The task ▸ Among the entries below, tally each line in which the word "than" is found, then state the tally alone.

Records supplied ▸
*** Begin section ***

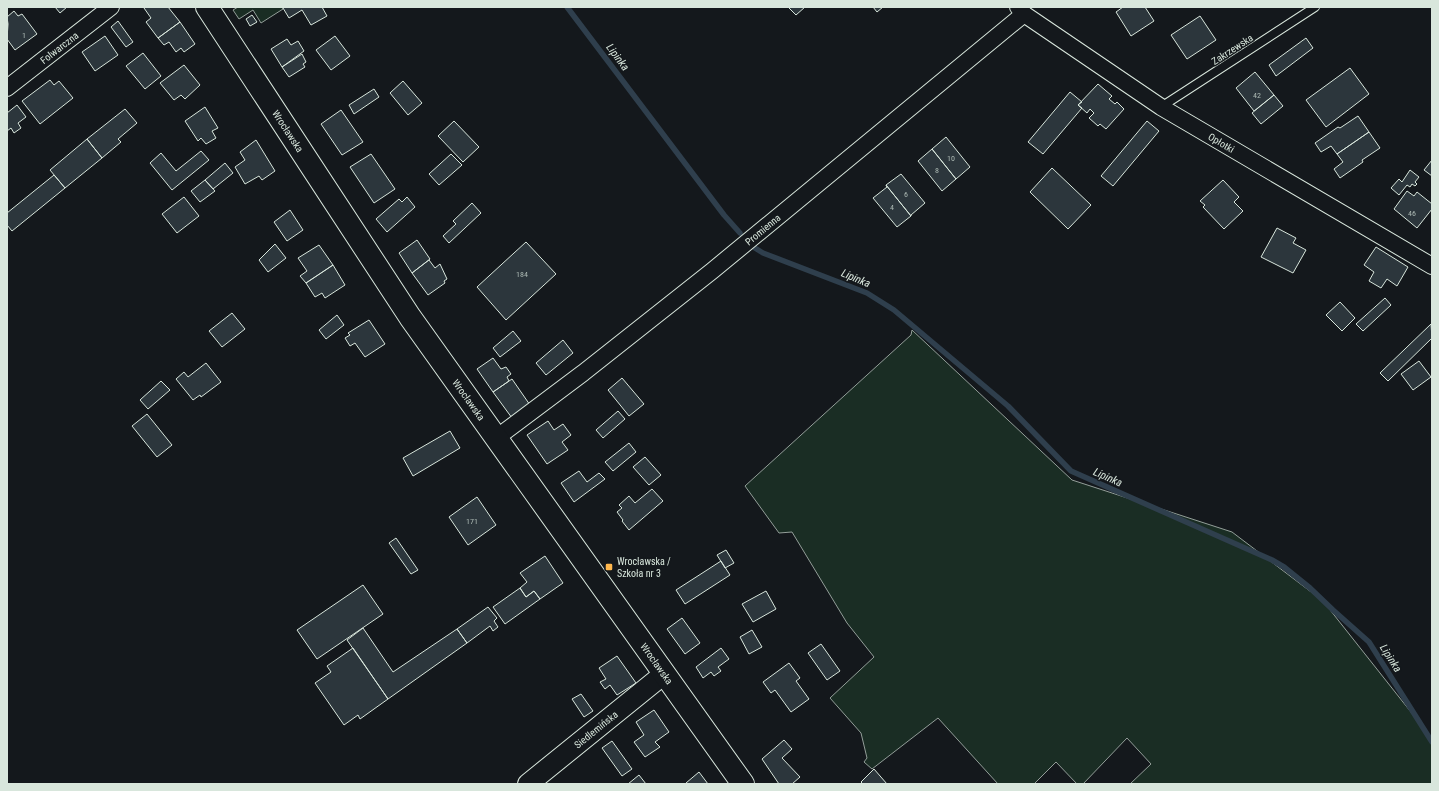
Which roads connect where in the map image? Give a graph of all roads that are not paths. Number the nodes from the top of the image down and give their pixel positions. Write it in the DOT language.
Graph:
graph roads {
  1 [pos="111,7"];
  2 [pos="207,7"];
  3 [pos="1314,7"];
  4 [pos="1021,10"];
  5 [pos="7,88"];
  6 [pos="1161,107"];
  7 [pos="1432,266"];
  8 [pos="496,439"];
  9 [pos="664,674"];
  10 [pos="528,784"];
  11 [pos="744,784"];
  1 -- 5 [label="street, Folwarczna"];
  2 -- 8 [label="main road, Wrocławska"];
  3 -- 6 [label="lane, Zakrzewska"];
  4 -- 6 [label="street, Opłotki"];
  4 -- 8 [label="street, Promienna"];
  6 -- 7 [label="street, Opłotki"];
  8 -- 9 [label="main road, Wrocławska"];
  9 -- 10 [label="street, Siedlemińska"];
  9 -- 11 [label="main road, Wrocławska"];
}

*** End section ***
*** Begin section ***

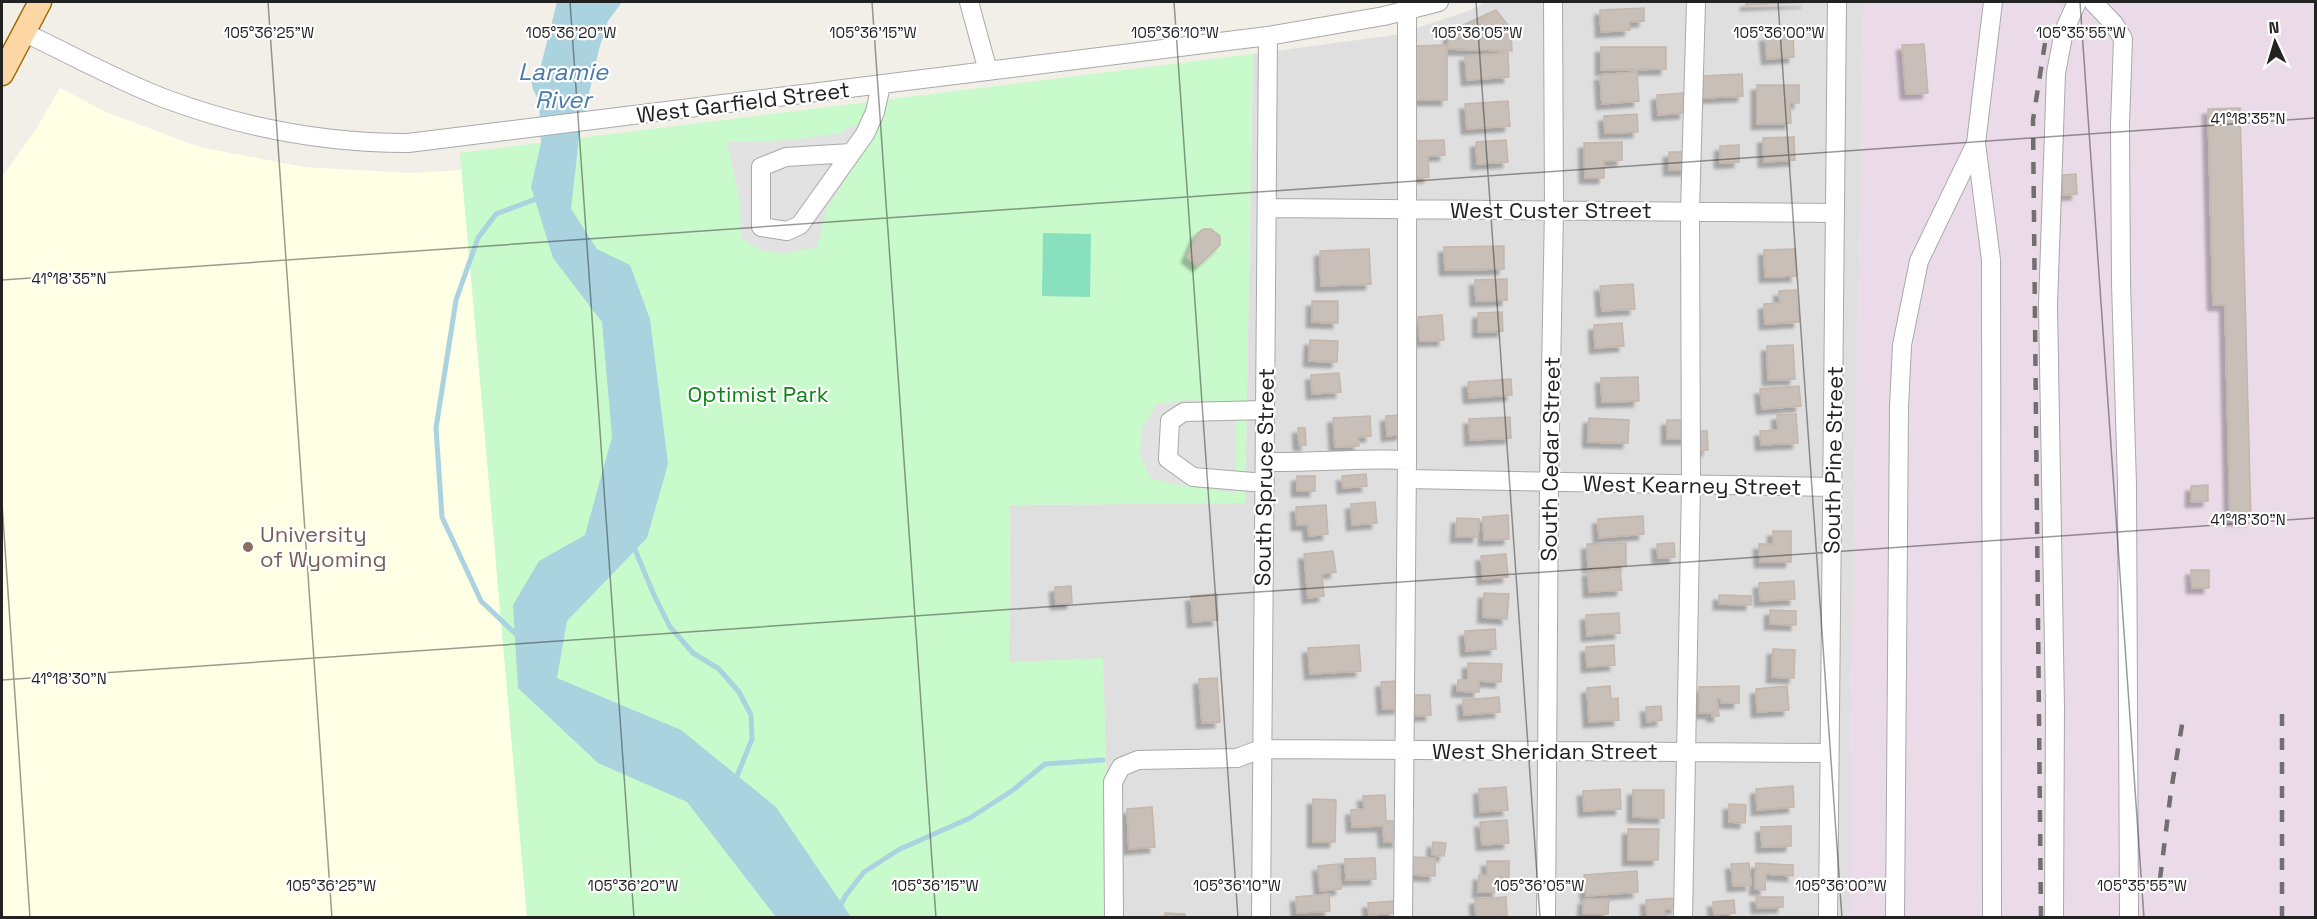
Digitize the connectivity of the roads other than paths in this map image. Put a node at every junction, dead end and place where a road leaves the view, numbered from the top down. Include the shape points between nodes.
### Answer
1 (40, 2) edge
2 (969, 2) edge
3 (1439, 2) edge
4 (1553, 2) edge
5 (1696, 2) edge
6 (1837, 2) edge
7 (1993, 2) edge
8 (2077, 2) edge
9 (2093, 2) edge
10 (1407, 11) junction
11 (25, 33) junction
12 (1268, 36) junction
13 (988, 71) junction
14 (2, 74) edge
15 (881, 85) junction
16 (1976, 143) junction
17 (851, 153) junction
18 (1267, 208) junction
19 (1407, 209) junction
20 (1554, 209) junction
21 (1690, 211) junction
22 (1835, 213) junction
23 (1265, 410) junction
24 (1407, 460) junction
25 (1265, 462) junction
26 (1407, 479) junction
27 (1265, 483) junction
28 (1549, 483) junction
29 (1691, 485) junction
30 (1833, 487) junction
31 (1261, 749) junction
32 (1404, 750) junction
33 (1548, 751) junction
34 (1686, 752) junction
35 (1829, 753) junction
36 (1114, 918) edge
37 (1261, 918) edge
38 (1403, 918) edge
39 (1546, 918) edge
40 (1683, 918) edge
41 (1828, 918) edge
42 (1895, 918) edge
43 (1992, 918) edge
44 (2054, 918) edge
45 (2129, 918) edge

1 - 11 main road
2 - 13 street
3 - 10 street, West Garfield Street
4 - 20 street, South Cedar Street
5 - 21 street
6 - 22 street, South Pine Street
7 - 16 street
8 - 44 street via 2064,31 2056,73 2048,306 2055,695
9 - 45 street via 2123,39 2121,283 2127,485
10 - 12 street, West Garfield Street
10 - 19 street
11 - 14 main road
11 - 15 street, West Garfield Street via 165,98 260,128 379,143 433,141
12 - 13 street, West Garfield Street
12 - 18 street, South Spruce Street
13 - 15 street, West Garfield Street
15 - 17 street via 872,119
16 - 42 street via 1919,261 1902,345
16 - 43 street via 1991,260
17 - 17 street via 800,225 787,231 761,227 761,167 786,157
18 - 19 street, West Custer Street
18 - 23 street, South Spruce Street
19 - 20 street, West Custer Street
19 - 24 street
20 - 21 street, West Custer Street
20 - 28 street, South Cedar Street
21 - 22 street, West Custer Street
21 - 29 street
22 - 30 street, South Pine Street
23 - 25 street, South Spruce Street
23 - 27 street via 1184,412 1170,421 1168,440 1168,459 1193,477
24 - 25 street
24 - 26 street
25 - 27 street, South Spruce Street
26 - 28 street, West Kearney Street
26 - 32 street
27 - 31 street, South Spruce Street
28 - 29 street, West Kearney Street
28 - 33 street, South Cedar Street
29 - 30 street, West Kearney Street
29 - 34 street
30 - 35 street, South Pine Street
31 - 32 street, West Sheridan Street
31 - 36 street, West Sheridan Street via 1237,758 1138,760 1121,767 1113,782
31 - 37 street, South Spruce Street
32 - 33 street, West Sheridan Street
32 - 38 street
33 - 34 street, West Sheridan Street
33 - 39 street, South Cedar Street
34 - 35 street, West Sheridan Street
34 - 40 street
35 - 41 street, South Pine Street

*** End section ***
*** Begin section ***

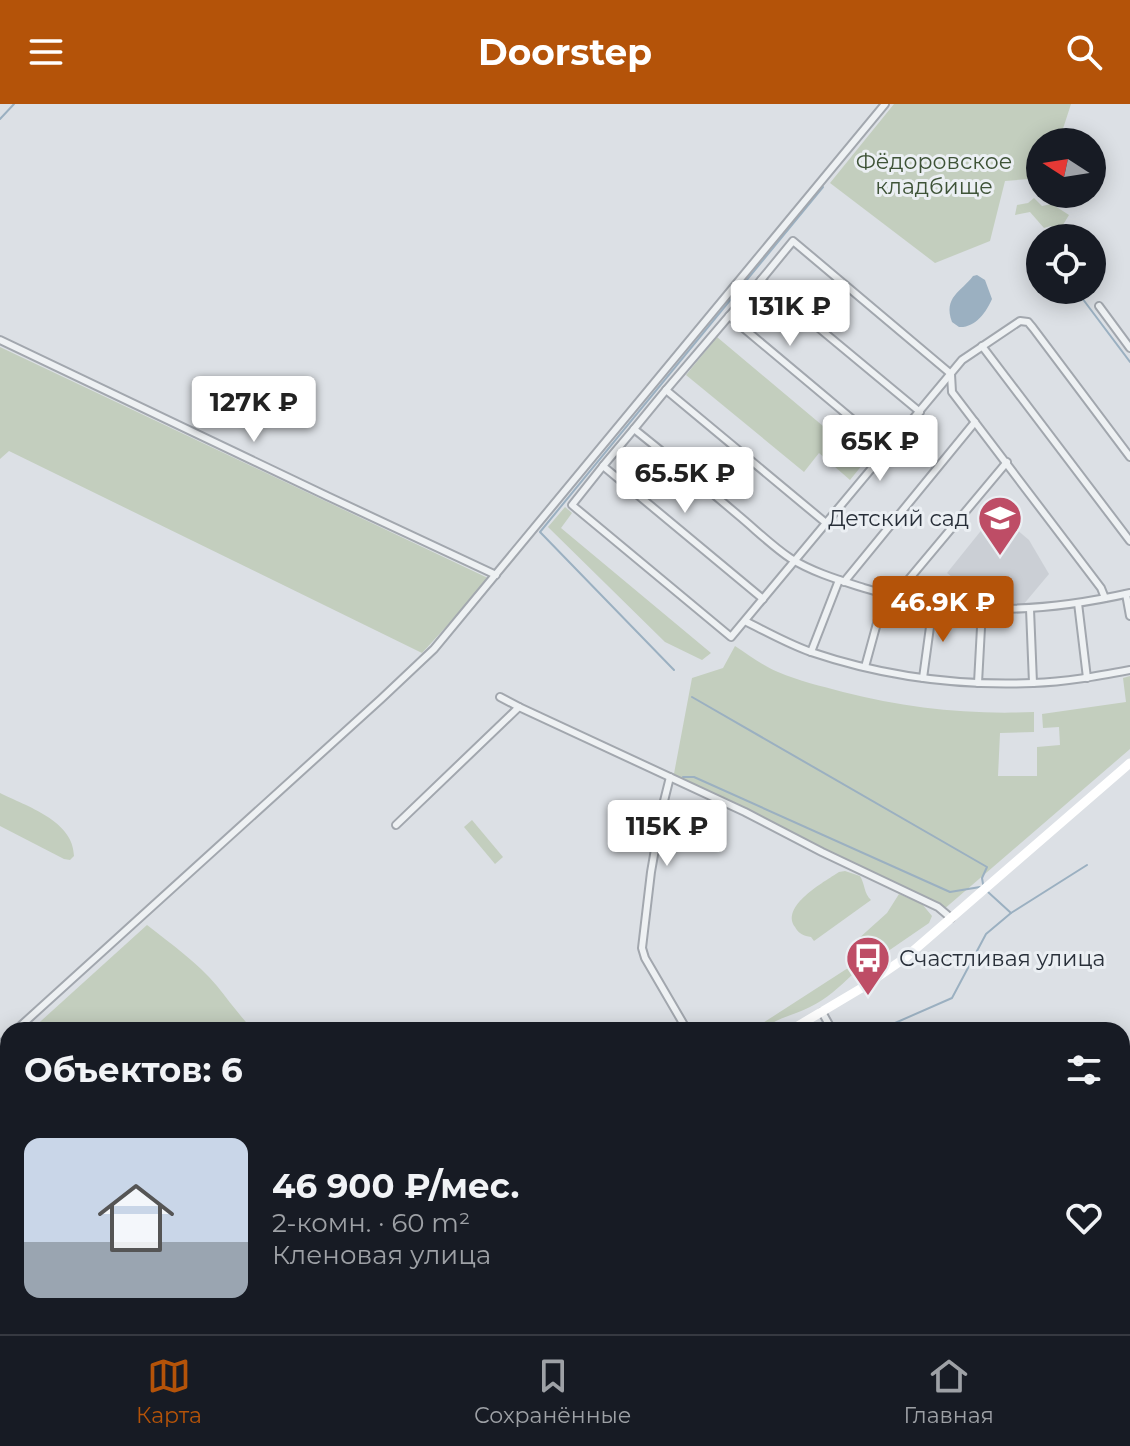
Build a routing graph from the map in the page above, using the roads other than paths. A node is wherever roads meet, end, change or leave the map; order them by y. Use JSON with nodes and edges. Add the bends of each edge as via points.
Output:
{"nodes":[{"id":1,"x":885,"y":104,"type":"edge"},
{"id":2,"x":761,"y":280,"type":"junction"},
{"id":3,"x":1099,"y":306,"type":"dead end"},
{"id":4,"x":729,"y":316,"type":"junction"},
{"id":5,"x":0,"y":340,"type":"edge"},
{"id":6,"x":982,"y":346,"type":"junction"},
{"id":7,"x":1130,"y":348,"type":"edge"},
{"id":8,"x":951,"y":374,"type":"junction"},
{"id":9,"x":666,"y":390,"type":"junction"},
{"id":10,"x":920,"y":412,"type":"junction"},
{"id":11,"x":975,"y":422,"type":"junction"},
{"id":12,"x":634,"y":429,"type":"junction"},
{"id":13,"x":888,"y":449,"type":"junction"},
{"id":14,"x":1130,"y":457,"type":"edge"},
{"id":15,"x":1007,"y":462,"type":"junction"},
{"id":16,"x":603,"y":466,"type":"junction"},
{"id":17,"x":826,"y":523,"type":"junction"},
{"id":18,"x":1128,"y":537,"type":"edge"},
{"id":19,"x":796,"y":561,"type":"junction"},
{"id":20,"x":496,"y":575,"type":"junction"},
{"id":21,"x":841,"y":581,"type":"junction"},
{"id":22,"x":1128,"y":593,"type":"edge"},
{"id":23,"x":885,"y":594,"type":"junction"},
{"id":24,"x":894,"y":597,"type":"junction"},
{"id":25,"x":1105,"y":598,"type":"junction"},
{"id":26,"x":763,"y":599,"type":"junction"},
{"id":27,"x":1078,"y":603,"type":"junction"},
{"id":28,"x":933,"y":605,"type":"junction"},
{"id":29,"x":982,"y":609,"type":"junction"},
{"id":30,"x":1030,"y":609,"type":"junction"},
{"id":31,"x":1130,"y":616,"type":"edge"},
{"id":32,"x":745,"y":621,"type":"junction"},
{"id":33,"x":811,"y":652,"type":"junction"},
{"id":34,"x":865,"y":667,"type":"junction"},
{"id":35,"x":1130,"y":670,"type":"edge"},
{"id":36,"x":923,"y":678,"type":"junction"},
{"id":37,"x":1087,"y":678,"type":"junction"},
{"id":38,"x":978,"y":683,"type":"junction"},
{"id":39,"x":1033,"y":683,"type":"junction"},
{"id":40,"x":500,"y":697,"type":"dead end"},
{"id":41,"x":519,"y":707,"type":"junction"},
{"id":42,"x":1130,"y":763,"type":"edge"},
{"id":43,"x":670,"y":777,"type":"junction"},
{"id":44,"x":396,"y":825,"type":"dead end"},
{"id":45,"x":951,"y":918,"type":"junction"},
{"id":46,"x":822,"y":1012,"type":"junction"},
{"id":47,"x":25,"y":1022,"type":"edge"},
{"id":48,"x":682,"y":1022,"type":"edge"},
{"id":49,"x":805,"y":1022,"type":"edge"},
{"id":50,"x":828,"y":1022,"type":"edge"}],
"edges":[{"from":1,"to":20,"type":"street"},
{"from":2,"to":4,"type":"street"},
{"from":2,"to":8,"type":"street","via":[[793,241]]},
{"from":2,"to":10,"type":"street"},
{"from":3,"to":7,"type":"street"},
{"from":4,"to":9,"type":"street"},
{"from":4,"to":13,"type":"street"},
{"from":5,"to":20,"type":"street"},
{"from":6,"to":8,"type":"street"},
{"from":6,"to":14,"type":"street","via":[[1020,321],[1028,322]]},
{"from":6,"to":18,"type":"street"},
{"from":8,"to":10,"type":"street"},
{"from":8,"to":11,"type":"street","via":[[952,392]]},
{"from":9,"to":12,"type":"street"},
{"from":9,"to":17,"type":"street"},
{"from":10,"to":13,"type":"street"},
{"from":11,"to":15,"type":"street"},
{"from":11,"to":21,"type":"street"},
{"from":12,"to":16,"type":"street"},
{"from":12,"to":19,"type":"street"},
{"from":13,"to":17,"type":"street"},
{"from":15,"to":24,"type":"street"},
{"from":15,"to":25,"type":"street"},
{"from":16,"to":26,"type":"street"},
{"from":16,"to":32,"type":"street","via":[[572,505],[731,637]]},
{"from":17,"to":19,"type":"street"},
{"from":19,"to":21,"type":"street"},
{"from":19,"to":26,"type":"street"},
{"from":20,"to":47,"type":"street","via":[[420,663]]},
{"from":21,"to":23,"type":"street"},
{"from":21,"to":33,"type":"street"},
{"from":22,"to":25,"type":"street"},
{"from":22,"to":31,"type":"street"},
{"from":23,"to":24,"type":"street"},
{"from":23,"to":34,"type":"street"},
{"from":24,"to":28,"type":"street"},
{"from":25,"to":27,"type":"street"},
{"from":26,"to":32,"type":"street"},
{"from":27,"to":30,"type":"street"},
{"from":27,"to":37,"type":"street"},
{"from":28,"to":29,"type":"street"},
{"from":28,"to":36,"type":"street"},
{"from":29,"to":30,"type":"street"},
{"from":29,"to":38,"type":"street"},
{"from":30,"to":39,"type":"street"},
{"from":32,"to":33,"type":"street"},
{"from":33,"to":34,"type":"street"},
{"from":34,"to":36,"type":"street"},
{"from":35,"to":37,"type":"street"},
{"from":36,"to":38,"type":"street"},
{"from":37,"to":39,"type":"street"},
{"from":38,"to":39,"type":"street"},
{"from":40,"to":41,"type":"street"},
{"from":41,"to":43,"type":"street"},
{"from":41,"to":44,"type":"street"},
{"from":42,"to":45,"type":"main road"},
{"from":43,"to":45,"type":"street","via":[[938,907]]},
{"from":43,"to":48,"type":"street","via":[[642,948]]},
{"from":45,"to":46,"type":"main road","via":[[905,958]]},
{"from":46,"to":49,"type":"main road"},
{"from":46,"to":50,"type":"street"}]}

*** End section ***

Solved problem ▸ 2